# Task requirements:
Track down every line below that holds "canvas" and copy it.

# Records for this exercise:
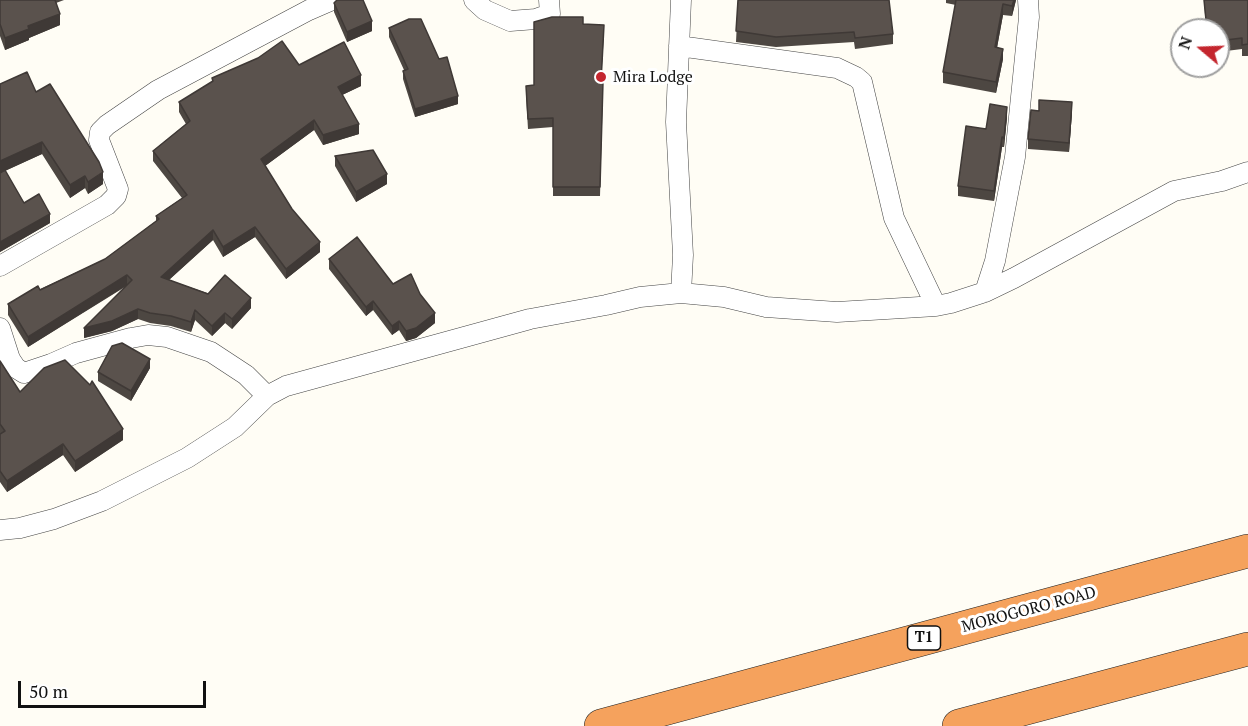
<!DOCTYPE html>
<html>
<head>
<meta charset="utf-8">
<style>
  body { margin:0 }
  #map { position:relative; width:1248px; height:726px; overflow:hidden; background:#fffdf5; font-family:"PT Serif",serif }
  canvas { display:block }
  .north { position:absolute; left:1170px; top:18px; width:60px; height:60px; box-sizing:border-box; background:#fff; border:2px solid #a0a0a0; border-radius:50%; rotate:289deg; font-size:16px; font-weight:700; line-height:24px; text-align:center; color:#111 }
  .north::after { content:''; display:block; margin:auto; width:21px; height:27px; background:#c4262e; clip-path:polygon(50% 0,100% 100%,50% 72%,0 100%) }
  .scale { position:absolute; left:18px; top:681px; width:188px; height:27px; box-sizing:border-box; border:3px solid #111; border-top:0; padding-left:8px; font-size:18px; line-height:21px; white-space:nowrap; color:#111; -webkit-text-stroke:4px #fff; paint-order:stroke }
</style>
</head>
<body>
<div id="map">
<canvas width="1248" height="726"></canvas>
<div class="north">N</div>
<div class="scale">50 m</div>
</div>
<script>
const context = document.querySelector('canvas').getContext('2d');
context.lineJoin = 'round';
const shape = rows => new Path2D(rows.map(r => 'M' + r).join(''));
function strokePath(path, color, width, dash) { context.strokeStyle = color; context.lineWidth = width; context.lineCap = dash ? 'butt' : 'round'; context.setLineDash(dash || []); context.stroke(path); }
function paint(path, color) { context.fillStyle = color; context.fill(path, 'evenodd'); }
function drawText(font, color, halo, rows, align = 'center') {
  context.font = font + ' "PT Serif",serif'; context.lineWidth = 6; context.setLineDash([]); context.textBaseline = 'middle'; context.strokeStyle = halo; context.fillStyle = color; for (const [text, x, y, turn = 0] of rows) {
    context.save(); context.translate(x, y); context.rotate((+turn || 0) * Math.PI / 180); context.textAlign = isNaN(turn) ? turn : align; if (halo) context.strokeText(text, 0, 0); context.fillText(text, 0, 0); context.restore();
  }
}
const street = shape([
  [474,0,485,10,510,21,536,19,550,14,549,0],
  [681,0,676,122,683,255,681,293],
  [679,46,837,68,856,77,862,82,894,218,936,306],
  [0,266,107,205,116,196,118,189,99,140,100,132,107,125,158,90,309,10,332,0],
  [985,292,995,261,1015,157,1029,17,1028,0],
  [0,328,10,359,16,368,24,373,51,364,76,353,131,338,148,335,167,337,211,352,246,375,267,396],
  [0,530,20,528,54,519,102,501,187,458,235,427,267,396,286,386,530,319,606,305,640,297,681,293,724,297,766,307,837,312,936,306,951,303,985,292,1014,278,1174,191,1222,181,1248,172]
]);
const highway = shape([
  [601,726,1248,551],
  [959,726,1248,649]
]);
const wall = shape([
  [0,0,64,0,56,3,60,25,29,38,29,40,5,50,0,36],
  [738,0,893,34,893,44,855,49,854,42,776,47,736,42],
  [946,0,1016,0,1012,16,1003,15,997,48,1003,59,996,93,943,83,943,72,956,5,946,3],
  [1204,0,1248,0,1248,56,1242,56,1242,49,1218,52,1218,30,1206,30],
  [334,3,372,31,347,42,334,12],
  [583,24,604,34,601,82,603,91,600,196,553,196,553,127,528,129,526,95],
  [389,28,458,104,415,117,403,79,403,71,404,70,389,37],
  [299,65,361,86,342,95,359,134,323,145,314,130,265,166,292,209,320,252,286,279,255,237,223,257,213,240,169,280,251,308,232,329,225,323,212,336,195,320,191,332,171,326,150,323,138,319,112,331,84,338,125,287,28,347,8,315,8,304,105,259,156,221,156,216,182,198,153,161,153,151,186,124,179,112,179,102,212,82,212,78],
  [0,84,36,92,103,184,88,194,85,188,70,198,42,154,5,171,24,203,50,223,0,252],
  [1039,111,1072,112,1069,152,1028,149,1028,139],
  [1007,117,1004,147,1002,147,994,201,958,196,958,186],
  [335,156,387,184,356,202,335,166],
  [329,259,393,284,435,323,416,338,406,341,399,330,392,335,373,310,366,316,329,269],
  [0,361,20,392,123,440,75,472,63,455,7,492,0,482],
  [150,368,131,401,98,381,98,372]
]);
const shadedWall = shape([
  [1014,0,1016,0,1012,16,1012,6],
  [1003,4,1003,15,995,58,995,47],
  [60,14,60,25,29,38,29,40,5,50,5,38,28,26],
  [372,21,372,31,347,42,347,32],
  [1003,49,1003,59,996,93,996,82],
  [361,75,361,86,338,97,338,87],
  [458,96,458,104,415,117,415,109],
  [1072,102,1072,112,1069,152,1069,143],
  [1007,107,1007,117,1004,147,1004,138],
  [314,120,314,130,261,169,261,159],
  [359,124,359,134,323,145,323,135],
  [1002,137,1002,147,994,201,994,191],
  [42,142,42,154,0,173,0,161],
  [103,172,103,184,88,194,88,182],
  [387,174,387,184,356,202,356,192],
  [85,176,85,188,70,198,70,185],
  [50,214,50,223,0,252,0,242],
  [255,227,255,237,223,257,223,247],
  [213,230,213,240,161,287,161,277],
  [320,242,320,252,286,279,286,269],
  [127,275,127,285,28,347,28,337],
  [251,298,251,308,232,329,232,319],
  [373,301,373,310,366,316,366,307],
  [138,309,138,319,112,331,84,338,84,328],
  [195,310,195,320,191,332,191,322],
  [225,313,225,323,212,336,212,326],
  [435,313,435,323,416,338,406,341,406,331],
  [399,321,399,330,392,335,392,326],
  [150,359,150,368,131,401,131,391],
  [123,429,123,440,75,472,75,461],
  [63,444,63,455,7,492,7,481]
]);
const building = shape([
  [0,0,55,0,60,14,28,26,29,29,5,38,0,24,0,0],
  [337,0,363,0,372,21,347,32,334,3,337,0],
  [738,0,889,0,893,34,855,38,854,32,776,37,736,31,738,0],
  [956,0,1014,0,1012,6,1003,4,995,47,1003,49,996,82,943,72,956,0],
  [1204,0,1248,0,1248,44,1242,45,1242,38,1218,41,1218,30,1207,30,1204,0],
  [552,17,583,17,583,24,604,25,601,82,603,82,600,187,553,187,553,118,528,119,526,86,534,85,534,22,552,17],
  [409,19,421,19,439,59,447,57,458,96,415,109,403,71,408,69,389,28,409,19],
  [282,41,299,65,344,42,361,75,338,87,359,124,323,135,314,120,261,159,292,209,320,242,286,269,255,227,223,247,213,230,161,277,208,294,225,275,251,298,232,319,225,313,212,326,195,310,191,322,171,316,150,313,138,309,112,321,84,328,132,280,127,275,28,337,8,304,38,286,40,290,105,259,159,219,156,216,187,195,153,151,190,121,179,102,213,81,212,78,258,58,282,41],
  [27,72,36,92,50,84,99,162,103,172,88,182,85,176,70,185,42,142,0,161,0,84,27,72],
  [1039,100,1072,102,1069,143,1028,139,1031,110,1039,111,1039,100],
  [990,104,1007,107,1004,138,1002,137,994,191,958,186,966,126,986,129,990,104],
  [373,150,387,174,356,192,335,156,373,150],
  [5,170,24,203,39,194,50,214,0,242,0,173,5,170],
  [357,237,393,284,411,274,420,294,435,313,416,328,406,331,399,321,392,326,373,301,366,307,329,259,357,237],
  [122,343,150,359,131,391,98,372,112,346,122,343],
  [65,360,90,385,92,381,123,429,75,461,63,444,7,481,0,471,0,434,5,431,0,424,0,361,20,392,44,368,65,360]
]);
const markers = [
  [601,77,6,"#c4262e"]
];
const shields = [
  [924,638,33]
];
const shieldNames = [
  ["T1",924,638]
];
const poiNames = [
  ["Mira Lodge",613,77]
];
const streetNames = [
  ["MOROGORO ROAD",1029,610,-15]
];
strokePath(street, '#444', 21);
strokePath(highway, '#222', 34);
strokePath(street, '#fff', 20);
strokePath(highway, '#f5a25d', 33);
paint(wall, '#4d4742');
paint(shadedWall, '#3f3936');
paint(building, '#5a524d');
strokePath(building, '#3f3936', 1.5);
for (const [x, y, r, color] of markers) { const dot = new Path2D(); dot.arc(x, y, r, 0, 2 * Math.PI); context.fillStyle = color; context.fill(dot); strokePath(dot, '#fff', 2); }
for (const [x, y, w] of shields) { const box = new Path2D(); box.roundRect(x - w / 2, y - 12, w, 24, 4.5); context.fillStyle = '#fff'; context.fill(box); strokePath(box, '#111', 1.5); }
drawText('bold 15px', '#111', null, shieldNames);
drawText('16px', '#111', '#fff', poiNames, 'left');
drawText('16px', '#111', '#fff', streetNames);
</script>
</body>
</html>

# Solution for this problem:
  canvas { display:block }
<canvas width="1248" height="726"></canvas>
const context = document.querySelector('canvas').getContext('2d');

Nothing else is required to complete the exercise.